WORK REQUIRED: Below are lines of records; copy exactly those from the one containing "pinky mcp: (753, 364)" through the one containing "pinky mcp: (214, 153)", leaving the pictures behind.

RECORDED INFORMATION:
Segment Open

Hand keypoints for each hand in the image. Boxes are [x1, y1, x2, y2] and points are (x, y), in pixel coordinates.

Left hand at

Segment Closed
Segment Open

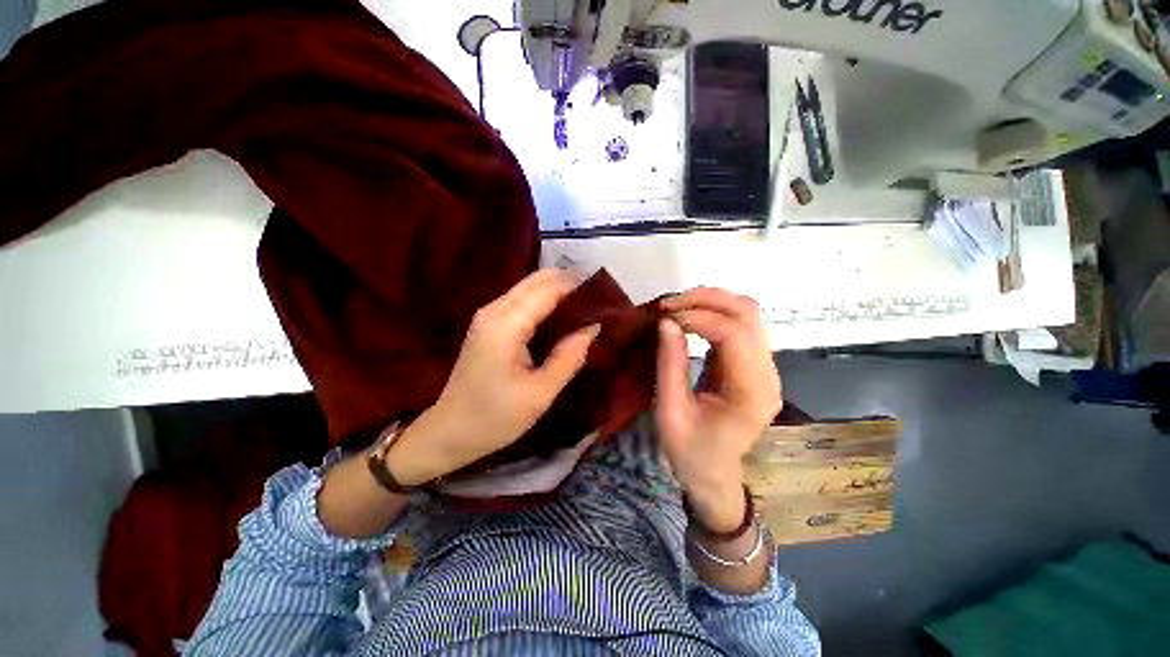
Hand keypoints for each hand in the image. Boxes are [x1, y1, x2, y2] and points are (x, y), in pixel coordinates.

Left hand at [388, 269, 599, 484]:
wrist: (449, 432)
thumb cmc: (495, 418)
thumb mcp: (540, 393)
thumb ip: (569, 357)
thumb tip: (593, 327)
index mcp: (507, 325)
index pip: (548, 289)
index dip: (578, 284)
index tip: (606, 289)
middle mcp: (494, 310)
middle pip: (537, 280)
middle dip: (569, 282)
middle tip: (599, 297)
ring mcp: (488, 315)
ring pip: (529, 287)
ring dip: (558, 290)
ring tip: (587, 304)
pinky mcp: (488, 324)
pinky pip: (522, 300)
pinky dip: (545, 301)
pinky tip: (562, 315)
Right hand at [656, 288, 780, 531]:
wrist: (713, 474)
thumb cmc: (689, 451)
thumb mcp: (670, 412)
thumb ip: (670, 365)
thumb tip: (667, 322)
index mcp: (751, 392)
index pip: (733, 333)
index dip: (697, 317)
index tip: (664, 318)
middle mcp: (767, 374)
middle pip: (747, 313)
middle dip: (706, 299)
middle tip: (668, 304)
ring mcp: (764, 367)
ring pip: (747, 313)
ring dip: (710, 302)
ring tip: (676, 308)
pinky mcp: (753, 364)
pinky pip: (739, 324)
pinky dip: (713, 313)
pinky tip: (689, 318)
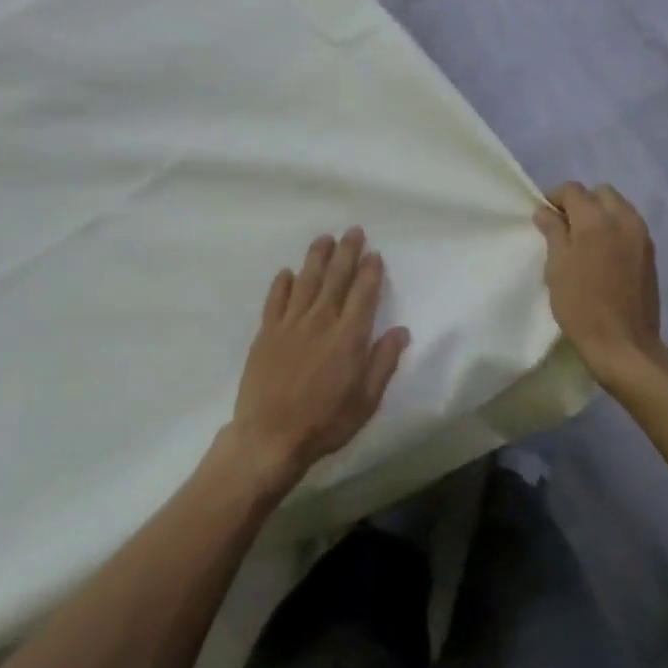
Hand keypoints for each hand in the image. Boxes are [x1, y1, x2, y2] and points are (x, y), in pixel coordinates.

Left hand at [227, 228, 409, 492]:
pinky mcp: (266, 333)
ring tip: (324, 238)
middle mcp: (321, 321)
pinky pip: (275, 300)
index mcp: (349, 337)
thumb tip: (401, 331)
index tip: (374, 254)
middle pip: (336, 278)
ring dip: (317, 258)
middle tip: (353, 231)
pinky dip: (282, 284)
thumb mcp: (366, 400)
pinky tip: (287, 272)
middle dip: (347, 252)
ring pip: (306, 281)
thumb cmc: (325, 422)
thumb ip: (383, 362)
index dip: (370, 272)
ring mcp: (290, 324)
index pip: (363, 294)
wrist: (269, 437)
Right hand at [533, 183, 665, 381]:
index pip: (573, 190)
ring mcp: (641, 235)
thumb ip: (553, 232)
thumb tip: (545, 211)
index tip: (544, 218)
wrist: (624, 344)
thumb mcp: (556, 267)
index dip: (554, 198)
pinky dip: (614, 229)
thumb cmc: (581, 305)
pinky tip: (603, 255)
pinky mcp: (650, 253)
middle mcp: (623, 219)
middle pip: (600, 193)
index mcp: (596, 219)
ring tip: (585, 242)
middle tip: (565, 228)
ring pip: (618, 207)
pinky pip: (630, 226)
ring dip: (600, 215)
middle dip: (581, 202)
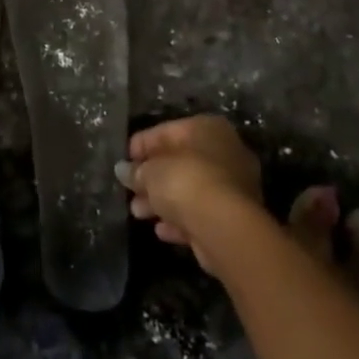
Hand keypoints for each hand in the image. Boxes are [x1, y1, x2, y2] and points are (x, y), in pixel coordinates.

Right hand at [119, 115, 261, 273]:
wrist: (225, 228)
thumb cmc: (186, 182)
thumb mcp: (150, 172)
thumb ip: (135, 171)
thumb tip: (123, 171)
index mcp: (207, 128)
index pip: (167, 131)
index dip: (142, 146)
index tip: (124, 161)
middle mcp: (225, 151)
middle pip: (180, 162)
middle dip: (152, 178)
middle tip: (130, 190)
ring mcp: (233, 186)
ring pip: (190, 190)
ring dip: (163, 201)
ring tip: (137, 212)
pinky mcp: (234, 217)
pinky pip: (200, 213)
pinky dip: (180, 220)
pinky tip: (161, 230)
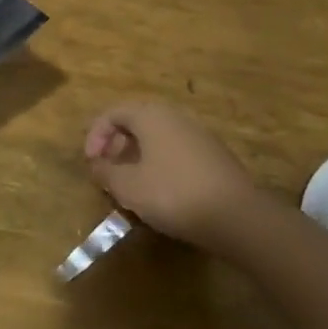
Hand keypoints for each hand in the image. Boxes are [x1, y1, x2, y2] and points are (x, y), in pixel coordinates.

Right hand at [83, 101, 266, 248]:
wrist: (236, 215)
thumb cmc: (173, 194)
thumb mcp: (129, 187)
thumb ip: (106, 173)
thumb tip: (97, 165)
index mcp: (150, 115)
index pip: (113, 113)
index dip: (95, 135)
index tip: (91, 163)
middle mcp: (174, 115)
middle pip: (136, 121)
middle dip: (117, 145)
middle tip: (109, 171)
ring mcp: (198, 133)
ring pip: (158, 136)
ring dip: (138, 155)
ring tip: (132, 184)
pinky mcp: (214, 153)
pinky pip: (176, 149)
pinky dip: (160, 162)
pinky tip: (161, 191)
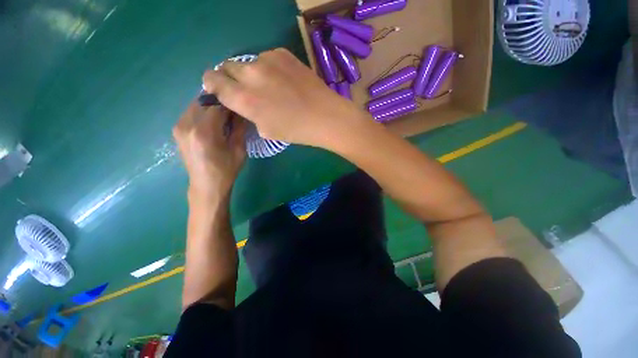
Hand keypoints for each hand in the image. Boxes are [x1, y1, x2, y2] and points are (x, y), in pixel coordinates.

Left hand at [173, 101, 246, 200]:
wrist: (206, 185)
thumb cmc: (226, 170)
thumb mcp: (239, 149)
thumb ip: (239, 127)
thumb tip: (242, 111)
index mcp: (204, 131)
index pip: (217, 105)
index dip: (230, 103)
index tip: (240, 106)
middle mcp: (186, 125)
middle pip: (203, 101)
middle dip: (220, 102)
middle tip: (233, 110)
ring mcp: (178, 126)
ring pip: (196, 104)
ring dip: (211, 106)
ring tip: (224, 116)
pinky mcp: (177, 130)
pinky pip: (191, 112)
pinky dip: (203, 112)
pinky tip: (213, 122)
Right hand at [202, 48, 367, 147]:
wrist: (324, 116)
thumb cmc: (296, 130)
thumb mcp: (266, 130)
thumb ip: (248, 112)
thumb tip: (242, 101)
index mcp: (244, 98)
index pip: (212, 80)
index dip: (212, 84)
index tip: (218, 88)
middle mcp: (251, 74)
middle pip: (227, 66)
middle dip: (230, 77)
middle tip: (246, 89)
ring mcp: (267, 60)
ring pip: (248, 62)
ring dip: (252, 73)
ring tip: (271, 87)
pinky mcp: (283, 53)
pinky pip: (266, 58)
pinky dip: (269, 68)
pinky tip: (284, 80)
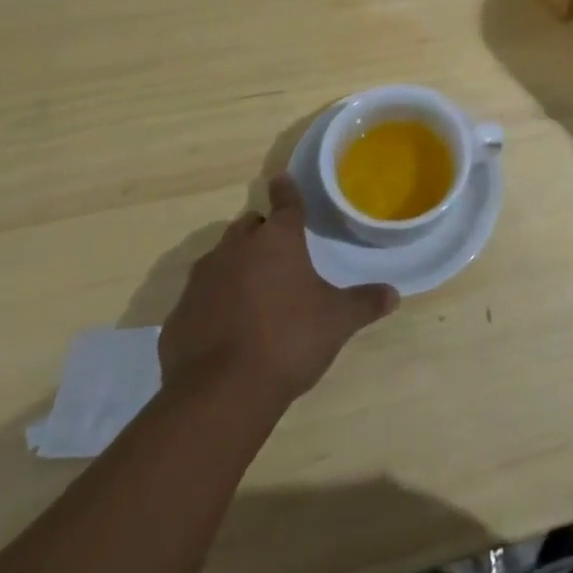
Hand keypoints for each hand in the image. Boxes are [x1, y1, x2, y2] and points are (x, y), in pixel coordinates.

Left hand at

Segment Closed
Segment Open

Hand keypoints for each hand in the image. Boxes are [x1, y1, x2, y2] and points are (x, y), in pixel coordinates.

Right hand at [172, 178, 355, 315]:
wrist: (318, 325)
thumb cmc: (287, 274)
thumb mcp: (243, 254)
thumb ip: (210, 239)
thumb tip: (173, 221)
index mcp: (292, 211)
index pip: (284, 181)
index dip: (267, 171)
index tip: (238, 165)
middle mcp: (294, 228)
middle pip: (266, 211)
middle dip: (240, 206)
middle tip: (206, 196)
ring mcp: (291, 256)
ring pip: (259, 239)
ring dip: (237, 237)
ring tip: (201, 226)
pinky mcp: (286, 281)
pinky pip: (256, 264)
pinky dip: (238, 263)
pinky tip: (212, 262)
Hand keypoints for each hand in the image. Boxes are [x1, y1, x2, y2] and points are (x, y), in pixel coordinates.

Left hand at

Segment Closed

ANSWER TO THE PROBLEM:
pinky mcp: (753, 364)
pinky pip: (739, 324)
pinky dip: (713, 313)
pinky tip: (689, 318)
Hand keypoints for each hand in the image. Boxes are [x1, y1, x2, y2] and points are (x, y), in pixel coordinates.

Left hand at [227, 228, 409, 492]:
pinky mcp: (266, 333)
ring tip: (324, 238)
middle mcp: (321, 321)
pinky pip: (275, 300)
index mcp: (349, 337)
thumb tip: (401, 331)
index tip: (374, 254)
middle pip: (336, 278)
ring dip: (317, 258)
middle tip: (353, 231)
pinky dip: (282, 284)
thumb mcp: (366, 400)
pinky tip: (287, 272)
middle dip: (347, 252)
ring pip: (306, 281)
thumb cmc: (325, 422)
thumb ip: (383, 362)
index dip: (370, 272)
ring mcp: (290, 324)
index pip: (363, 294)
wrist: (269, 437)
Right hand at [533, 183, 665, 381]:
index pip: (573, 190)
ring mcp: (641, 235)
thumb ip: (553, 232)
thumb tip: (545, 211)
index tip: (544, 218)
wrist: (624, 344)
thumb mcp: (556, 267)
index dip: (554, 198)
pinky dip: (614, 229)
thumb cmc: (581, 305)
pinky tip: (603, 255)
pinky mcp: (650, 253)
middle mcp: (623, 219)
middle pip: (600, 193)
index mcp: (596, 219)
ring tip: (585, 242)
middle tip: (565, 228)
ring pip: (618, 207)
pinky pip: (630, 226)
ring dip: (600, 215)
middle dip: (581, 202)
Hand keypoints for each hand in the image. Boxes are [x1, y1, x2, y2] and points are (x, y), in pixel coordinates.

Right hand at [119, 115, 261, 273]:
wrist: (225, 228)
thumb cmc: (186, 182)
thumb mcp: (150, 172)
thumb ip: (135, 171)
thumb tip: (123, 171)
index mcp: (207, 128)
index pip: (167, 131)
index dip: (142, 146)
index tip: (124, 161)
middle mcp: (225, 151)
middle pip: (180, 162)
middle dip: (152, 178)
middle tip: (130, 190)
ring mcp: (233, 186)
ring pip: (190, 190)
ring dip: (163, 201)
ring tip: (137, 212)
pinky mcp: (234, 217)
pinky pip: (200, 213)
pinky dip: (180, 220)
pinky tip: (161, 230)
Hand keypoints for each hand in the image. Boxes are [x1, y1, x2, y2] and points are (x, y), in pixel coordinates.

Right hand at [83, 101, 266, 248]:
wrist: (236, 215)
thumb cmc: (173, 194)
thumb mcp: (129, 187)
thumb ip: (106, 173)
thumb tip: (97, 165)
index mcp: (150, 115)
index pip: (113, 113)
index dip: (95, 135)
index tip: (91, 163)
middle mcp: (174, 115)
middle pip: (136, 121)
middle dip: (117, 145)
middle tip: (109, 171)
ring mcp: (198, 133)
ring pip: (158, 136)
ring dip: (138, 155)
ring tip: (132, 184)
pinky mcp: (214, 153)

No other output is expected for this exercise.